Problem to work on:
The whole listing, pictures aside, should be reproduced exactly.

= Beginning of Section =

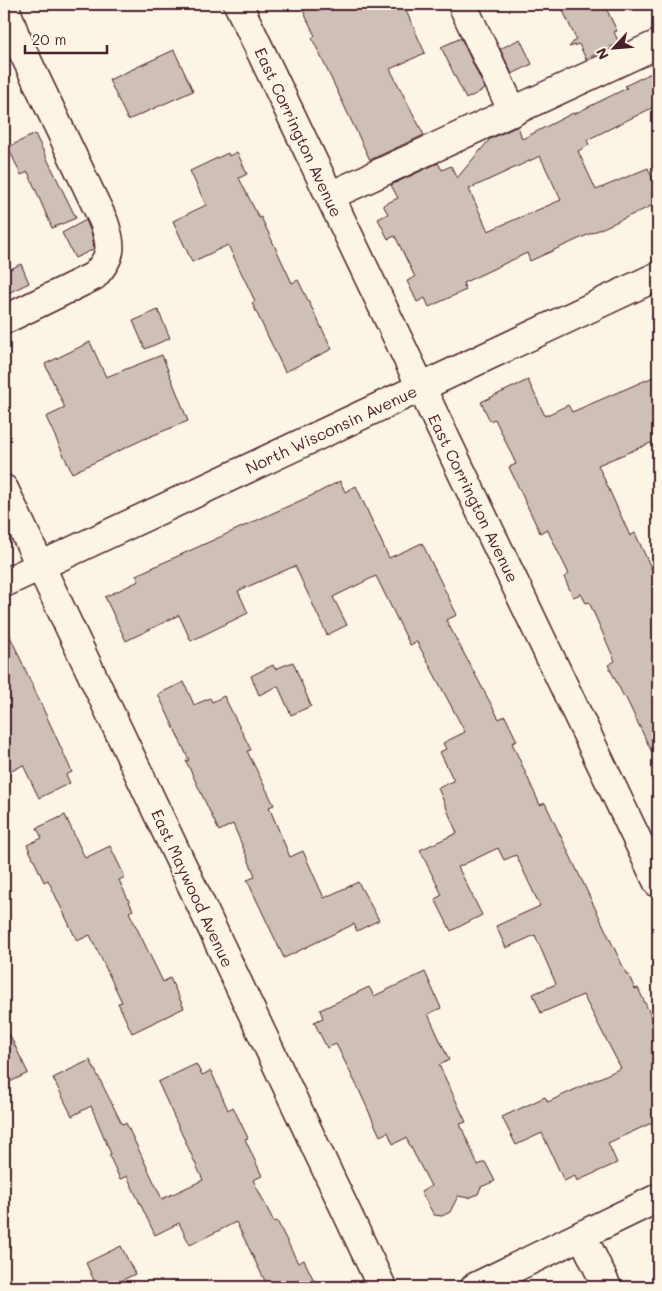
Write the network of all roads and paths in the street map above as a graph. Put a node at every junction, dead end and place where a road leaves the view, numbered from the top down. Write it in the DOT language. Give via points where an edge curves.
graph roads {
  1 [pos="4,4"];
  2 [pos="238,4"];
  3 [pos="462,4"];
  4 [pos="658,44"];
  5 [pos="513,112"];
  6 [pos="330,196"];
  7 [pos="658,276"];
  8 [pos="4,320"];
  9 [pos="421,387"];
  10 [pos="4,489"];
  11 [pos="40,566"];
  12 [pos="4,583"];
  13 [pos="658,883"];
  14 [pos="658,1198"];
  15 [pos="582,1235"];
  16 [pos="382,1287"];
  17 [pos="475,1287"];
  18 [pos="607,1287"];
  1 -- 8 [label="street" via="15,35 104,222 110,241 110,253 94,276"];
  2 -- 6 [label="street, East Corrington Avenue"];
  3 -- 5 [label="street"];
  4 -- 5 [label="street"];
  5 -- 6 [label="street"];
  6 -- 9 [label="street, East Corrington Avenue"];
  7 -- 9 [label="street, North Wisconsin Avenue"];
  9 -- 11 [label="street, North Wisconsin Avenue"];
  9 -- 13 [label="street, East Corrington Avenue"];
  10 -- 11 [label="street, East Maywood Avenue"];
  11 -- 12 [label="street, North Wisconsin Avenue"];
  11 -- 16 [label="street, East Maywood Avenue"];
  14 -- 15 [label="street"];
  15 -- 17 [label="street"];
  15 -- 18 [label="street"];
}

= End of Section =

Solution to the exercise:
Write the network of all roads and paths in the street map above as a graph. Put a node at every junction, dead end and place where a road leaves the view, numbered from the top down. Write it in the DOT language. Give via points where an edge curves.
graph roads {
  1 [pos="4,4"];
  2 [pos="238,4"];
  3 [pos="462,4"];
  4 [pos="658,44"];
  5 [pos="513,112"];
  6 [pos="330,196"];
  7 [pos="658,276"];
  8 [pos="4,320"];
  9 [pos="421,387"];
  10 [pos="4,489"];
  11 [pos="40,566"];
  12 [pos="4,583"];
  13 [pos="658,883"];
  14 [pos="658,1198"];
  15 [pos="582,1235"];
  16 [pos="382,1287"];
  17 [pos="475,1287"];
  18 [pos="607,1287"];
  1 -- 8 [label="street" via="15,35 104,222 110,241 110,253 94,276"];
  2 -- 6 [label="street, East Corrington Avenue"];
  3 -- 5 [label="street"];
  4 -- 5 [label="street"];
  5 -- 6 [label="street"];
  6 -- 9 [label="street, East Corrington Avenue"];
  7 -- 9 [label="street, North Wisconsin Avenue"];
  9 -- 11 [label="street, North Wisconsin Avenue"];
  9 -- 13 [label="street, East Corrington Avenue"];
  10 -- 11 [label="street, East Maywood Avenue"];
  11 -- 12 [label="street, North Wisconsin Avenue"];
  11 -- 16 [label="street, East Maywood Avenue"];
  14 -- 15 [label="street"];
  15 -- 17 [label="street"];
  15 -- 18 [label="street"];
}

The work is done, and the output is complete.